- TASK DIRECTIONS -
Your answer should consist of each line from the data below that contains "path".

- SUPPLIED MATERIAL -
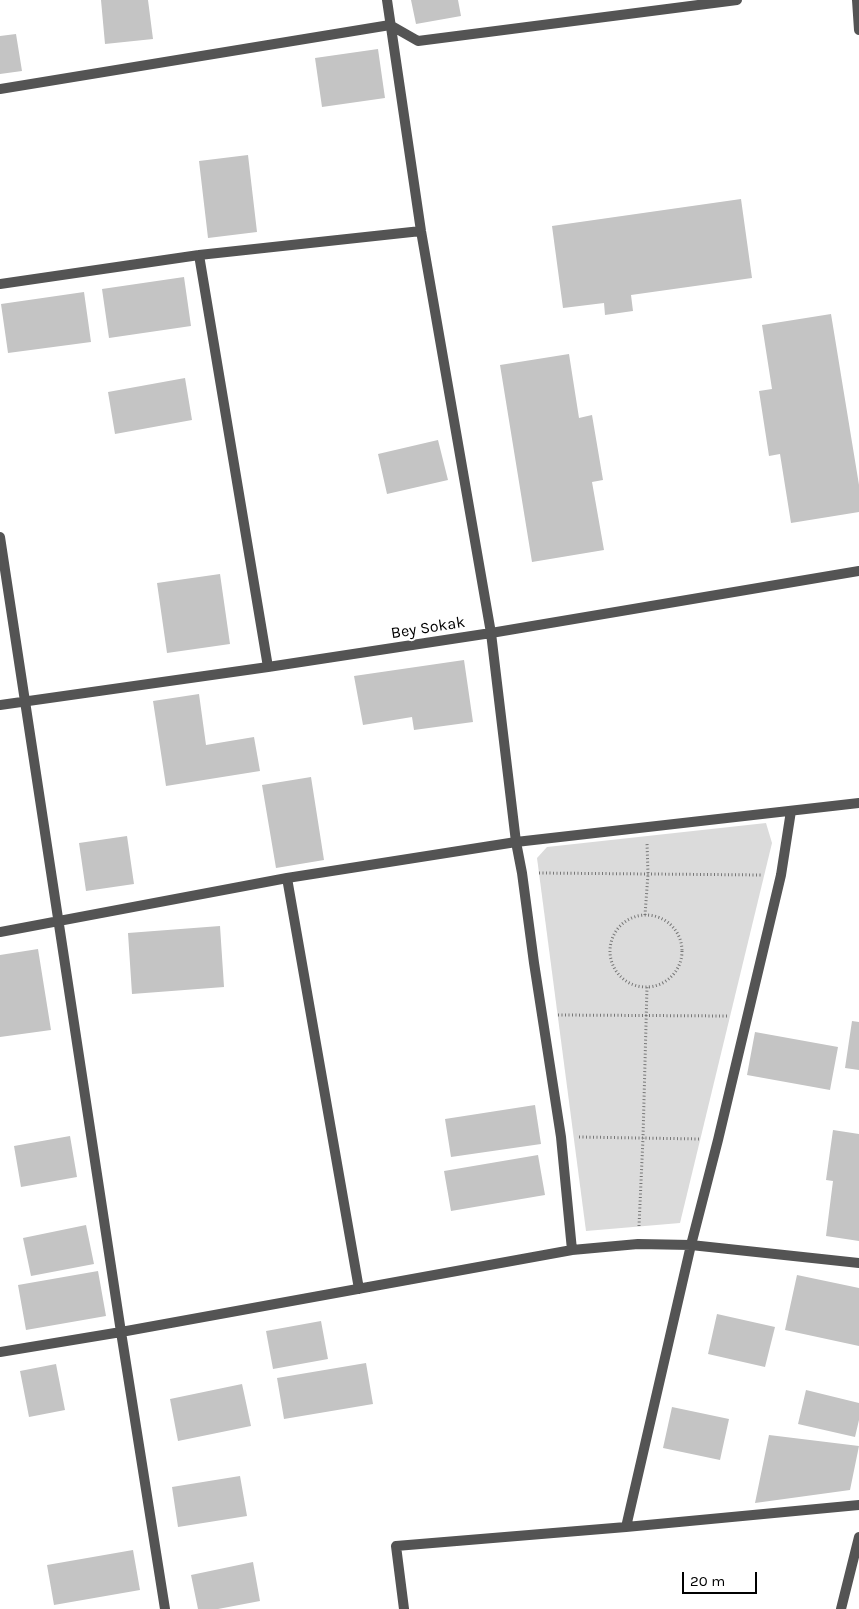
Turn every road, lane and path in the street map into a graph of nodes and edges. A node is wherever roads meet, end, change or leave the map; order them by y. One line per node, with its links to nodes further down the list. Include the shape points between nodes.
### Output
1 (387, 0): 4 (street)
2 (737, 0): 4 (street, via 418,41)
3 (857, 0): 5 (street)
4 (390, 25): 6 (street); 7 (street)
5 (859, 30)
6 (0, 89)
7 (422, 231): 8 (street); 12 (street)
8 (199, 255): 9 (street); 13 (street)
9 (0, 284)
10 (0, 537): 14 (street)
11 (859, 571): 12 (street, Bey Sokak)
12 (491, 633): 13 (street, Bey Sokak); 19 (street)
13 (268, 667): 14 (street, Bey Sokak)
14 (25, 701): 15 (street, Bey Sokak); 25 (street)
15 (0, 705)
16 (859, 803): 17 (street)
17 (791, 811): 18 (street); 22 (street)
18 (647, 826): 19 (street); 21 (path)
19 (516, 842): 20 (street); 23 (street)
20 (522, 873): 21 (path); 28 (street)
21 (648, 874): 22 (path); 24 (path)
22 (781, 875): 30 (street)
23 (287, 878): 25 (street); 38 (street)
24 (645, 915): 27 (path, via 668,923 682,944 678,968 660,984); 27 (path, via 624,922 616,930 610,952 612,963 626,981)
25 (58, 922): 26 (street); 39 (street)
26 (0, 932)
27 (647, 987): 29 (path)
28 (542, 1015): 29 (path); 31 (street)
29 (646, 1016): 30 (path); 32 (path)
30 (747, 1016): 33 (street)
31 (561, 1137): 32 (path); 36 (street)
32 (643, 1138): 33 (path); 34 (path)
33 (718, 1140): 35 (street)
34 (638, 1244): 35 (street); 36 (street)
35 (691, 1245): 37 (street); 42 (street)
36 (572, 1250): 38 (street)
37 (859, 1263)
38 (359, 1289): 39 (street)
39 (121, 1332): 40 (street); 44 (street)
40 (0, 1352)
41 (859, 1505): 42 (street)
42 (626, 1527): 45 (street, via 396,1546)
43 (859, 1537): 46 (street)
44 (165, 1609)
45 (404, 1609)
46 (841, 1609)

- ANSWER TO THIS TASK -
Turn every road, lane and path in the street map into a graph of nodes and edges. A node is wherever roads meet, end, change or leave the map; order them by y. One line per node, with its links to nodes further down the list. Include the shape points between nodes.
18 (647, 826): 19 (street); 21 (path)
20 (522, 873): 21 (path); 28 (street)
21 (648, 874): 22 (path); 24 (path)
24 (645, 915): 27 (path, via 668,923 682,944 678,968 660,984); 27 (path, via 624,922 616,930 610,952 612,963 626,981)
27 (647, 987): 29 (path)
28 (542, 1015): 29 (path); 31 (street)
29 (646, 1016): 30 (path); 32 (path)
31 (561, 1137): 32 (path); 36 (street)
32 (643, 1138): 33 (path); 34 (path)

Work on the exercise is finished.